While using automation in trading is never a good idea for someone who wants to work with a couple of tokens instead of diversifying, there is a viable strategy that will work best at the moment. It is called DCA buying.
DCA stands for Distributed Cost Average. It is a strategy that has a very distinct goal of accumulating a portfolio without overpaying for assets. The general idea is to buy assets in several different portions instead of getting bulk and dumping your money on the market.
How does DCA work?
Your capital should be split into multiple small portions and spent on several buy orders. The ideal situation is to wait until the market goes down a little.

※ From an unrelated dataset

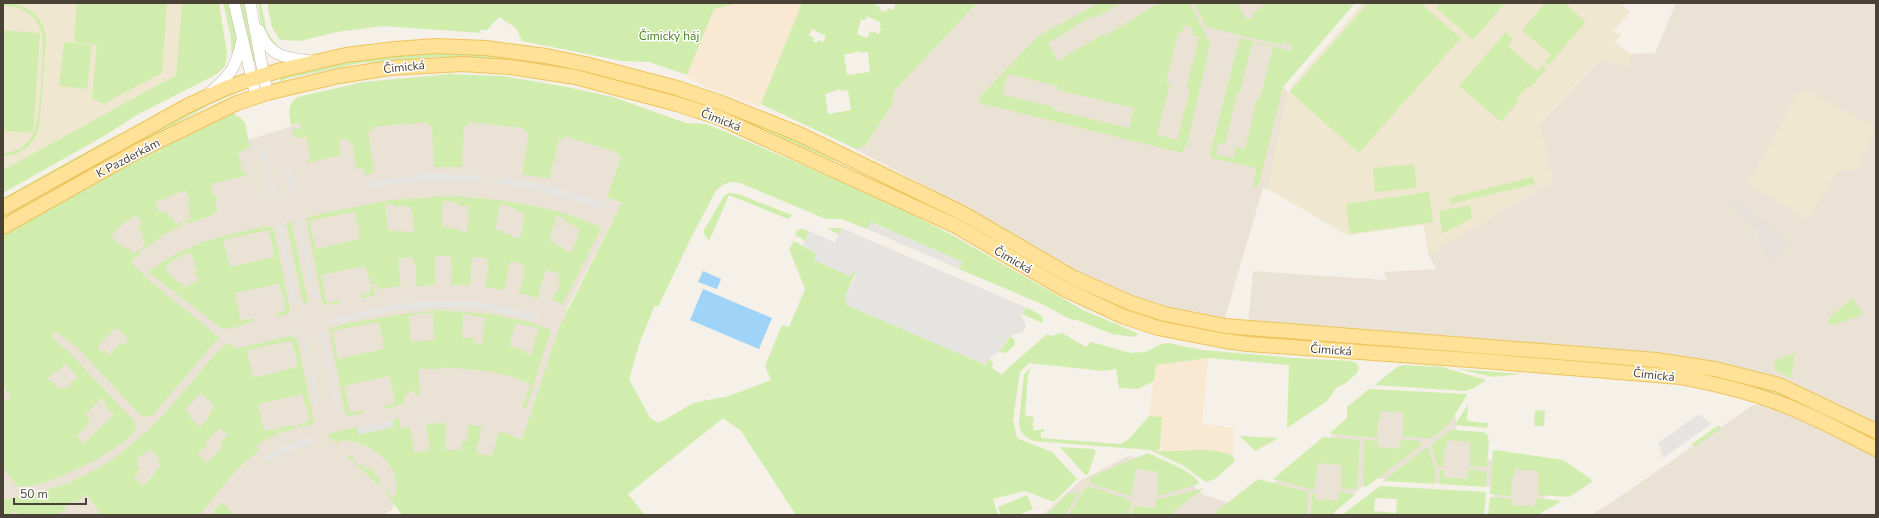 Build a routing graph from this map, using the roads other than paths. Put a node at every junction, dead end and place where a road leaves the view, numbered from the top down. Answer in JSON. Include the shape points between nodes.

Purchasing over a long period of descending price movement is the best scenario. However, you may buy at prices slightly higher and slightly below what you started with.
DCA allows investors to use their weekly or monthly income to purchase small portions of assets. Since we are in a bear market right now, it is a good strategy in general if you believe in crypto.
The end of 2023 is a perfect opportunity to buy some Bitcoin or Ethereum as well as other promising coins like Cardano (ADA), Polygon (MATIC), and Algorand (ALGO).
It seems that prices will continue falling for a while. You can capitalize on this trend by purchasing small amounts of crypto during a descending market and building up a portfolio without overpaying for tokens.
Using DCA bots from a trusted vendor is a good idea at the moment. Choose your provider wisely and the DCA strategy will pay off!
There is no point in rushing
Carefully consider your options before entering the market using bots. While it is a good idea at the moment due to market circumstances, the situation may change in the future. Buying before the market is overtaken by bulls is the most important priority.
Note. The article above is not financial advice. It is the opinion of the writing staff and should not be taken as an investment council.